Real-world results on the use of a new device to treat brain aneurysms

Real-world results on the use of a new device to treat brain aneurysms

A recent international study led by researchers at Massachusetts General Hospital (MGH) and other institutions offers real-world results on the use of a novel device for treating brain aneurysms, or balloon-like bulges on weakened blood vessels that can rupture to cause life-threatening bleeding.

The study, which is published in Stroke, involved the use of the Woven EndoBridge (WEB) device. This device consists of a tiny mesh plug that can be inserted through a vessel and placed into an aneurysm to block, or occlude, blood from going into the bulging region—thereby stabilizing the vessel and preventing the aneurysm from rupturing. The device can also be used to stabilize acutely ruptured aneurysms, a critical aspect of the device as it does not require blood thinning medication as comparable therapies do.

“The WEB has recently become available in the United States, and elsewhere across the globe the device has been available for a longer time—but no large-scale study of its efficacy had been performed until now,” says lead author and founder Adam A. Dmytriw, MD, MPH, MSc, an interventional neuroradiology and endovascular neurosurgery fellow at MGH. “Thus, we founded the WorldWideWEB Consortium uniting the experience of 22 tertiary/quaternary institutions across North America, Europe, South America, and Australia.”

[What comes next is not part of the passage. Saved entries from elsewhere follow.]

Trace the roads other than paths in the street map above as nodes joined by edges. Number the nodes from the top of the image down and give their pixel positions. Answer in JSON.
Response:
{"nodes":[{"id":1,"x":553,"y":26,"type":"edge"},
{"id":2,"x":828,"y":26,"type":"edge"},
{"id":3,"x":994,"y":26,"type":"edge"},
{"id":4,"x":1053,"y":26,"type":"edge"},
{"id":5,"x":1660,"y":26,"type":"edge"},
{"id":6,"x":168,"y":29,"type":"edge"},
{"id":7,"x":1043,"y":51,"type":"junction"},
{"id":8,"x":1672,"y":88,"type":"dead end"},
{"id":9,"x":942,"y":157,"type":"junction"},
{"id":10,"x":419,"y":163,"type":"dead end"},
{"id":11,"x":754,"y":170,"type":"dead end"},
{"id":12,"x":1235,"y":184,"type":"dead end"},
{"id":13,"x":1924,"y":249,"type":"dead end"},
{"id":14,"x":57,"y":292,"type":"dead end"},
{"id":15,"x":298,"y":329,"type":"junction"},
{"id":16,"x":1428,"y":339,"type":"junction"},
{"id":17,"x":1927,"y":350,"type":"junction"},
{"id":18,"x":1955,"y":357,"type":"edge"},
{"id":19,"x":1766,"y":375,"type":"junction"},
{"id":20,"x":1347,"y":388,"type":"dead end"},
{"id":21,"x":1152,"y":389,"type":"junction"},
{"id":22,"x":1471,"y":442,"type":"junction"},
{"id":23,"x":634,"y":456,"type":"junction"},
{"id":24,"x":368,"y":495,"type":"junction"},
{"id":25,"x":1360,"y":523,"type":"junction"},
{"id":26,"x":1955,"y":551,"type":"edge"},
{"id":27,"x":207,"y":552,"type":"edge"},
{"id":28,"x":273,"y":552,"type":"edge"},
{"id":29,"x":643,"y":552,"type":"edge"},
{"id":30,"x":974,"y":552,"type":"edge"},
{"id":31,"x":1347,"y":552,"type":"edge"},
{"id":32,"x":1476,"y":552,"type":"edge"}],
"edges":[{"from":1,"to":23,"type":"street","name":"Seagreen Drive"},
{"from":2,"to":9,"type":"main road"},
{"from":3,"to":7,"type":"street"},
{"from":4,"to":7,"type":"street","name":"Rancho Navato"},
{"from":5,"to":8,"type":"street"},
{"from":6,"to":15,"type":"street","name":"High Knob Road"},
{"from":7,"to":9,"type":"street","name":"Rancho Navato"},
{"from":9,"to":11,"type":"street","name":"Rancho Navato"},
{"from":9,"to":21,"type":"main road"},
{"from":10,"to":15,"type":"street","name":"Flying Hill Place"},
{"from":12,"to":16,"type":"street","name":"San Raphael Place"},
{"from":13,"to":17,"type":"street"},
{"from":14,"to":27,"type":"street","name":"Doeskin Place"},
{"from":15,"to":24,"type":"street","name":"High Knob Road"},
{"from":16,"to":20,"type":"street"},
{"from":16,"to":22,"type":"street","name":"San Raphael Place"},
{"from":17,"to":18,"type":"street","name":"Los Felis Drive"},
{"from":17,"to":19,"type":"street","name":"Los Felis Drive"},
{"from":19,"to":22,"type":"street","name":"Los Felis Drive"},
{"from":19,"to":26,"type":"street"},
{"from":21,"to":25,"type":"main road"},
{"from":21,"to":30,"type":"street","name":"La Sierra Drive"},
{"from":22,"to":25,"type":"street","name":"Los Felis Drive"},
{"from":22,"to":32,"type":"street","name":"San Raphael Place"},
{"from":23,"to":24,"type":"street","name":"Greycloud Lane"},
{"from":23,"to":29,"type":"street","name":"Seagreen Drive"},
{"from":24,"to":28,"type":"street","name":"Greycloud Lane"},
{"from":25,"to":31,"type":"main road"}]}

The team found that among 671 patients with 683 brain aneurysms (26.2 percent previously ruptured) who were treated with the device and were followed for a median of 11 months, adequate occlusion occurred in 85.7 percent of aneurysms, and complete occlusion in 57.8 percent. Retreatment was required in 7.8 percent of aneurysms. Blood clot–related complications developed in 7.5 percent of procedures, of which only 4.0 percent were symptomatic and 2.0 percent were permanent. Bleeding complications occurred in 3.0 percent of procedures. No patients experienced aneurysm re-rupture after treatment.